Parcel labels, such as shown in FIG. 3, are often designed and stored in a label design file on a computer, and when a particular kind of label is needed for shipping a parcel, the corresponding designed label is selected from the label design file, usually in a computer database, and printed, along with data, creating a label that can be affixed to a parcel to be shipped. The data on the label is the information not already included on a label by design, i.e. the variable information. In some cases, the data includes the recipient address information and other information needed to deliver the parcel and to track the parcel in the course of its delivery. In other cases, however, the label may be intended for use for shipping items to a particular recipient, in which case all or part of the shippee address might be included in the label design, but the shipper address might vary (because the shipper might ship to the same recipient from various locations).
For example, FIG. 3 shows a uniform commercial carrier (UCC) label format specification 50 for a label design intended for use by UARCO incorporated when shipping a manufactured item to Jumbo Sports, a retailer. The label format specification 50 is for a kind of label called a compliance label, because it does not specify a carrier or a type of delivery (such as ground or overnight). The UCC label format specification allows different labels to be designed by providing for optional uses of different portions of the label, such as the portion 51 for indicating either a carrier name, a bill of lading number, or other items of information. Some of the information shown on the sample printed label 52 is data, i.e. it is information varies from printed label to printed label according to the same design, and some other of the information is design information, i.e. it is designed into the label. On the sample printed label 52, the larger pitch text in a portion 54 (such as the text “CARRIER:” in the portion 54 allowing optional uses) indicates that the printed information is designed into the label.
Another kind of label is a so-called shipping label, and includes more detail in the design, such as that the label is suitable only for use when shipping by a particular carrier, and possibly for a particular type of delivery. The present invention is concerned with creating a design for either kind of label.
A design is sometimes created according to the following scenario. A label designer receives from a label owner (Jumbo Sports in the above example referring to FIG. 3) a set of specifications for a label. The label designer then designs the label and saves the design in a computer file. The computer file is then provided to the label user, such as a company that ships merchandise to the label owner. Thus, the label owner is sometimes a recipient. When a user sends merchandise to the label owner, the user provides whatever information not already designed into the label, such as the precise location from which the parcel is being shipped.
Other scenarios are possible, including a scenario in which the label owner is instead the user (sender) of a label, and uses the label design to create labels for use in sending merchandise to customers in response to orders.
In some cases, the label designer uses either a graphical user interface (GUI) or a more specialized interface for designing a label.
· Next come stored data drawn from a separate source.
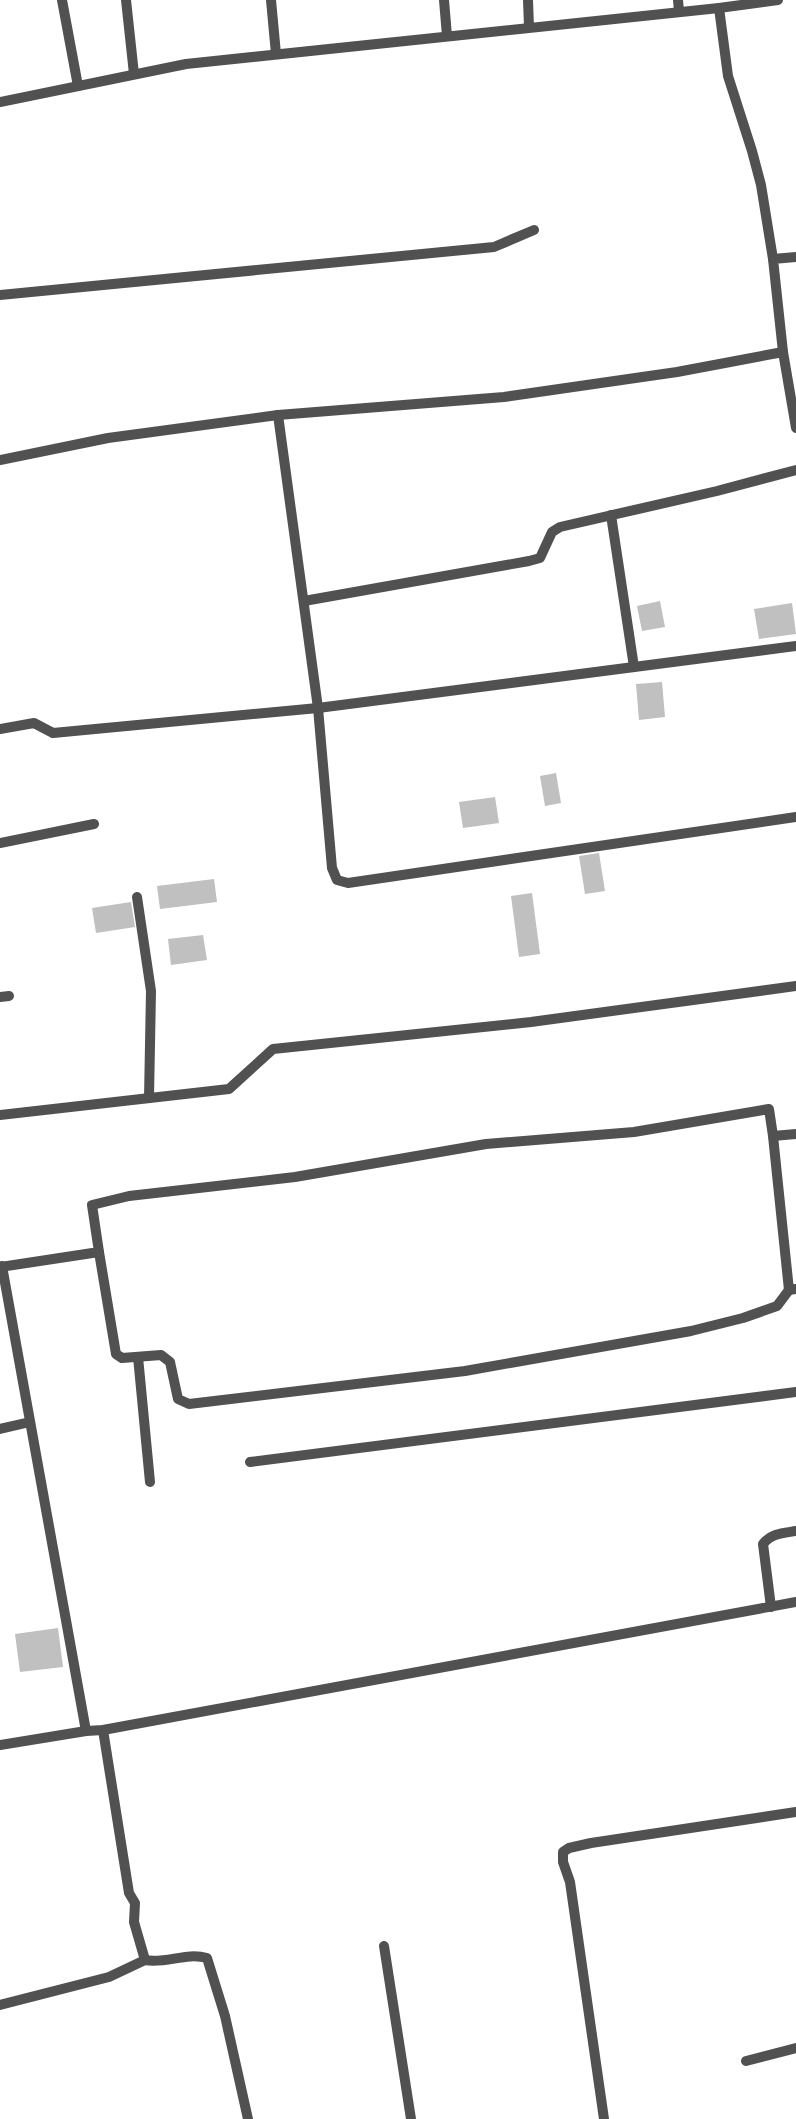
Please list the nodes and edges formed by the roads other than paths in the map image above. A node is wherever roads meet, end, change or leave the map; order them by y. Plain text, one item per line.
1 (62, 0) edge
2 (126, 0) edge
3 (271, 0) edge
4 (444, 0) edge
5 (528, 0) edge
6 (678, 0) edge
7 (778, 0) edge
8 (719, 8) junction
9 (679, 11) junction
10 (529, 27) junction
11 (447, 36) junction
12 (276, 54) junction
13 (134, 74) junction
14 (78, 86) junction
15 (0, 102) edge
16 (534, 230) dead end
17 (796, 257) edge
18 (773, 259) junction
19 (0, 295) edge
20 (783, 352) junction
21 (278, 415) junction
22 (796, 428) edge
23 (0, 460) edge
24 (796, 470) edge
25 (611, 515) junction
26 (304, 601) junction
27 (796, 646) edge
28 (634, 667) junction
29 (318, 708) junction
30 (0, 729) edge
31 (796, 817) edge
32 (94, 824) dead end
33 (0, 843) edge
34 (137, 897) dead end
35 (796, 986) edge
36 (149, 1098) junction
37 (0, 1115) edge
38 (796, 1134) edge
39 (773, 1136) junction
40 (99, 1252) junction
41 (1, 1266) edge
42 (792, 1289) edge
43 (138, 1357) junction
44 (796, 1392) edge
45 (30, 1422) junction
46 (0, 1429) edge
47 (250, 1462) dead end
48 (150, 1482) dead end
49 (796, 1531) edge
50 (796, 1602) edge
51 (771, 1607) junction
52 (103, 1730) junction
53 (86, 1731) junction
54 (0, 1746) edge
55 (796, 1812) edge
56 (384, 1946) dead end
57 (145, 1960) junction
58 (0, 2005) edge
59 (796, 2048) edge
60 (746, 2061) dead end
61 (248, 2119) edge
62 (411, 2119) edge
63 (604, 2119) edge

1 - 14 street
2 - 13 street
3 - 12 street
4 - 11 street
5 - 10 street
6 - 9 street
7 - 8 street
8 - 9 street
8 - 18 street
9 - 10 street
10 - 11 street
11 - 12 street
12 - 13 street
13 - 14 street
14 - 15 street
16 - 19 street
17 - 18 street
18 - 20 street
20 - 21 street
20 - 22 street
21 - 23 street
21 - 26 street
24 - 25 street
25 - 26 street
25 - 28 street
26 - 29 street
27 - 28 street
28 - 29 street
29 - 30 street
29 - 31 street
32 - 33 street
34 - 36 street
35 - 36 street
36 - 37 street
38 - 39 street
39 - 40 street
39 - 42 street
40 - 41 street
40 - 43 street
41 - 45 street
42 - 43 street
43 - 48 street
44 - 47 street
45 - 46 street
45 - 53 street
49 - 51 street
50 - 51 street
51 - 52 street
52 - 53 street
52 - 57 street
53 - 54 street
55 - 63 street
56 - 62 street
57 - 58 street
57 - 61 street
59 - 60 street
An example of a specialized interface is one provided on an AS/400 computer system (which may not provide a GUI interface).
The prior art teaches label designer systems for designing labels having so-called one-dimensional bar codes printed on a label. These bar codes provide one level of information in the space they occupy. More recently, two-dimensional bar codes have been developed to encode significantly more information in substantially the same area on a label. The Maxicode bar code is 1″ by 1″ and can encode 99 bytes of information. The PDF417 bar code, also a two-dimensional bar code, is variable length and can encode up to 350 bytes of information.
What is needed is a system for designing labels that allows designing a label with two-dimensional bar codes. Further what is needed is a system that allows designing a label so as to include a mechanism by which to detect forgery of a bar code. Still further what is needed is a system that automatically determines a sufficiently unique, single parcel identifier from individual identifiers of various elements of a parcel, such as the package type, the manufacturer identifier, and the serial number of the type of packaging (indicating the particular type of packaging); ideally, such a parcel identifier is then designed into the bar code of a label.
Accordingly, the present invention provides a parcel label design system and corresponding method, the system including: a label specification encoder, responsive to a label design specification, for providing a neutral language specification of the label, the neutral language specification suitable for automatic translation into control codes and printer commands for a plurality of types of label printer; and a label design generator, responsive to the neutral language specification for a label design, and further responsive to a target printer type, for providing a printer-specific label design.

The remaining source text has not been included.